The system has the low throughput (37 tonnes/hour instead of 50) on top of the low operating rate (53% in the most recent week). So although not 100% sure, TEPCO thinks it's because of steel pipes clogged up with radioactive sludge. So the company is planning to bypass the particular section and see if the throughput increases.

From Jiji Tsushin via Yahoo Japan (7/23/2011):

福島第1原発事故で、東京電力は23日、高濃度の汚染水処理システムの流量が計画の毎時50トンを大幅に下回る37トン程度に減少している問題を解決する ため、内壁にのり状の汚泥が付着して流路が狭くなっている鋼鉄製配管100~200メートル分をルートから外し、ポリ塩化ビニール製ホースの「バイパス」 を設置することを明らかにした。

The contaminated water treatment system at Fukushima I Nuclear Power Plant has been suffering from the lower than designed throughput of 37 tonnes per hour instead of 50. On July 23, TEPCO disclosed a plan to create a 'bypass" using a PVC hose to divert the flow from going through 100 to 200 meters of steel pipes which are clogged with the sludge.

 準備として同日、配管表面の放射線量を測定したところ、毎時50ミリシーベルトと高かったため、作業方法を検討している。 

The company measured the radiation on the surface of the steel pipes in preparation of the work, and the radiation was high at 50 millisieverts/hour. TEPCO is considering how to proceed in the high radiation condition.

I think the PVC hose TEPCO is planning to use is an orange-colored hose that has been used throughout the plant, called "Kanaflex", which had an unfortunate rupture the other day.

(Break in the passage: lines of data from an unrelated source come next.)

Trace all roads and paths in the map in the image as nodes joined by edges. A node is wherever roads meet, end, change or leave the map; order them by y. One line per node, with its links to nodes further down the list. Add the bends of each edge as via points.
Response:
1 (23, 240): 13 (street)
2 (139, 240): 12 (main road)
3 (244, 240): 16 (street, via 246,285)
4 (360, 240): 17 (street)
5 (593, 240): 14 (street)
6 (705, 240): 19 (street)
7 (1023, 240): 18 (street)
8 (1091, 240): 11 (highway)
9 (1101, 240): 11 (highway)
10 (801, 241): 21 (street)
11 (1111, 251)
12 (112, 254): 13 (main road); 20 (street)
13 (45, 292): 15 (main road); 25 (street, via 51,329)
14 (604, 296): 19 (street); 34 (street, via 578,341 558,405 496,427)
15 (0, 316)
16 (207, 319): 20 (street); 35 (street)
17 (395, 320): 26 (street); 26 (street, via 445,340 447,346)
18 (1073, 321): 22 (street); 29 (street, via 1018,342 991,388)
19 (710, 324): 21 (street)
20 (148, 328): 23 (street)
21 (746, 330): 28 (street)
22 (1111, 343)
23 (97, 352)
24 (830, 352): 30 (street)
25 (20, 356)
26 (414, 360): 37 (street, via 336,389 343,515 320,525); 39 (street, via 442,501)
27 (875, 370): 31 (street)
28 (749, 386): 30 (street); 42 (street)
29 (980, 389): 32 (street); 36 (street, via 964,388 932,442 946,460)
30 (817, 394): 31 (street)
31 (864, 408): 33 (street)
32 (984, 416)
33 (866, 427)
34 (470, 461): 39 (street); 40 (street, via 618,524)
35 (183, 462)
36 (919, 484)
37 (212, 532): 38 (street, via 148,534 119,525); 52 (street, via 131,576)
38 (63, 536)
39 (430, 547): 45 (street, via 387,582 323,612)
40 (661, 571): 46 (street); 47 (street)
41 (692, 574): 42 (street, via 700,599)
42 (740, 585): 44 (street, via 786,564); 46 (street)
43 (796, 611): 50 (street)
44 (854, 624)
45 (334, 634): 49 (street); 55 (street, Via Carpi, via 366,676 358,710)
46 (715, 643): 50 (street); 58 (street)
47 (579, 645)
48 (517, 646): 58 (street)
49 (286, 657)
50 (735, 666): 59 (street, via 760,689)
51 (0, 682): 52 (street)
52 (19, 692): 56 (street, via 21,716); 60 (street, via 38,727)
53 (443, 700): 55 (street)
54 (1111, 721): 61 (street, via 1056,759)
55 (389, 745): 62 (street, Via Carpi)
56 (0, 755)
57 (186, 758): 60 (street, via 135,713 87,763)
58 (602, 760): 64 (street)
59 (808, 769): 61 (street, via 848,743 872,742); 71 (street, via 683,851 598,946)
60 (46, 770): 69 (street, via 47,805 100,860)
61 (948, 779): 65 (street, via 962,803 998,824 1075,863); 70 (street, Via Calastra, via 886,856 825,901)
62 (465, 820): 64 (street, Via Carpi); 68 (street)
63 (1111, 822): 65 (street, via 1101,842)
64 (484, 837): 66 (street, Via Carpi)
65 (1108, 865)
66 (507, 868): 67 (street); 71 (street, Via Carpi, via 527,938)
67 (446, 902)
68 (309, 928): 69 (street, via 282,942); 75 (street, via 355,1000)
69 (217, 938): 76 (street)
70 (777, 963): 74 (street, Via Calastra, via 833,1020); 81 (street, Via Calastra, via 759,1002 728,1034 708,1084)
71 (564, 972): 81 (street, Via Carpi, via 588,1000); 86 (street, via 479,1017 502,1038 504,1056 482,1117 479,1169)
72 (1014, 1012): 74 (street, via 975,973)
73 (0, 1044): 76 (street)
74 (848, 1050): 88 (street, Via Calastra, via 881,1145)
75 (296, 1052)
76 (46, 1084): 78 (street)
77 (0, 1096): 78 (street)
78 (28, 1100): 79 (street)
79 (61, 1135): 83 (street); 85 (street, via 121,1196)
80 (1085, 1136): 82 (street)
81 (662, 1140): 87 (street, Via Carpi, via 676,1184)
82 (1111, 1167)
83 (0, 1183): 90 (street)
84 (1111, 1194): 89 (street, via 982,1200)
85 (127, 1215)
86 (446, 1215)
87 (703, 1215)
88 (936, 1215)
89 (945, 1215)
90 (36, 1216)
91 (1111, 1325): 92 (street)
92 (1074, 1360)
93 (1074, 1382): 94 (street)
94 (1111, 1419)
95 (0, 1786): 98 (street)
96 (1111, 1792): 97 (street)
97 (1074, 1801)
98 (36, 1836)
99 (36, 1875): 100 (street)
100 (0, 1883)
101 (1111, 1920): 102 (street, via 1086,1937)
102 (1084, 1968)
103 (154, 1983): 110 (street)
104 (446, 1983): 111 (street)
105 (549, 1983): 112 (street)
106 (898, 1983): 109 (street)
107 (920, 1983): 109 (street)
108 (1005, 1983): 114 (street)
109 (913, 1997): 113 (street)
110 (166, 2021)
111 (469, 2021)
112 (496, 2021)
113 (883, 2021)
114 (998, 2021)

Since TEPCO hasn't released the "survey map" (contamination map) of the plant since June 24, I don't know which pipe segment that TEPCO is talking about. The June 24 map shows the surface radiation of the pipes that transfer the contaminated water all exceeds 100 millisieverts/hour and as high as 210 millisieverts/hour.

7 comments:

Anonymous said...

Unrelated:

Have you seen this video?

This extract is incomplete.